As you know, or as you may have heard, we have a new host on our second AOEU podcast Everyday Art Room. Cassie Stephens has stepped away from Everyday Art Room, and our new host is going to be the one and only Nic Hahn. Best of all, we are going to talk to Nic today. She’s going to tell you a little bit about herself, a little bit about the new show, and how she came to host it, finally, what you can expect if and when you give it a listen.

Now, I don’t want to tell you too much about Nic. That’s something she can do in the interview and on her own show on Thursday, but I will say this, I have known Nic for a long time. I have admired her and her teaching for a long time, and I know she is going to be incredible as a podcast host. There’s a good chance that you know her too from her Mini Matisse blog or from social media or from Art Ed Now Conference presentations, or from any of a million places. She is well known throughout the world of Art Ed and for good reason. She is passionate. She is creative. She is hardworking and caring and an incredible teacher, and more than anything, and I think this is what makes her or will make her a great podcast host, she loves to share. So I’m going to give her the opportunity to do that right about now. Let me bring her on.

Nic Hahn, the new host of Everyday Art Room is here with me. Nic, first off, congratulations on the new show. Secondly, how are you?

Nic: Very well, thank you. Thank you. I am so very excited to start this podcast with The Art of Education University.

Tim: Awesome. I think everybody’s going to be very, very excited to hear from you. Just when we announced you, just so much positive feedback from everything. You are very well known in the art education world, but for those people that don’t know who you are or what you do as a teacher, can you kind of introduce yourself to our audience and also like can you just answer the question, like why in the world do you want to do a podcast?

Nic: That’s a good question, Tim. Okay. Let’s go into a short background, just kind of what has brought me to this moment right now. Basically I have had K-12 experience in art education and actually I taught with The Art of Education University in some of their courses once upon a time as well. So I like to consider myself… Oh, and I did spend a short time in preschool, very, very, very short time. But I could say preschool through adult learners is kind of my background. I’m sitting at 18 years right now, so I have a little bit of experience.
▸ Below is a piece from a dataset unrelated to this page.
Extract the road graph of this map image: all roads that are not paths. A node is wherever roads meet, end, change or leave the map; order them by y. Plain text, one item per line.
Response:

I’m currently in a job in Rogers, Minnesota where I’m teaching K-5 in suburbia, and it’s that district, ISD 721 has been my district for the last many years. I don’t know exactly what. I’ll wait until I get a new pin to tell me how many years I’ve been working for them, but for a long time. Like within that district, just many different levels and many different experiences, and I love my past because it’s taught me a lot about art education. Why do I want to do this podcast?
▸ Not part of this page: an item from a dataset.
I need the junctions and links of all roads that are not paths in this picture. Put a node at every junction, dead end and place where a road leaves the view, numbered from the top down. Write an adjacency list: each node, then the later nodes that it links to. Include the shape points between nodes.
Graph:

Tim: Sorry to put you on the spot with that one.

Nic: No. You know what, I love this question actually because it’s an easy one for me to answer. I really have a passion for art education and creativity. It’s why I started my blog, so I didn’t mention that. I have started a blog, I think it was 2010, called Mini Matisse. My daughter had just been born and I wanted a way to communicate with my parents at the time, and so I started this blog called Mini Matisse to communicate with them, but it blew up. It was the right thing at the right time. I started meeting art educators all over the world because of it.

That worked really well for a while, but then I discovered Twitter from the K-12 art chat team and I found that I had professional development using that platform and I was able to talk my geeky art education self with other art educators all over the world. That was cool. I started taking classes through The Art of Ed University, Creativebug, Sketchbook Skool, wherever I could find online classes or physical classes because I just loved creating. I loved challenges. So The Sketchbook Project is one that I’ve done recently, but I do challenges all the time.

Then I went to national and local, sorry, art education conventions just to start connecting with other art educators. Then finally I started at Instagram and that’s probably my most recent form of social media. Now all of these things I do very intentionally, and it’s to find my tribe, it’s to find the people that like to talk about what I like to talk about, and to give my husband a break from my constant chatter about art education.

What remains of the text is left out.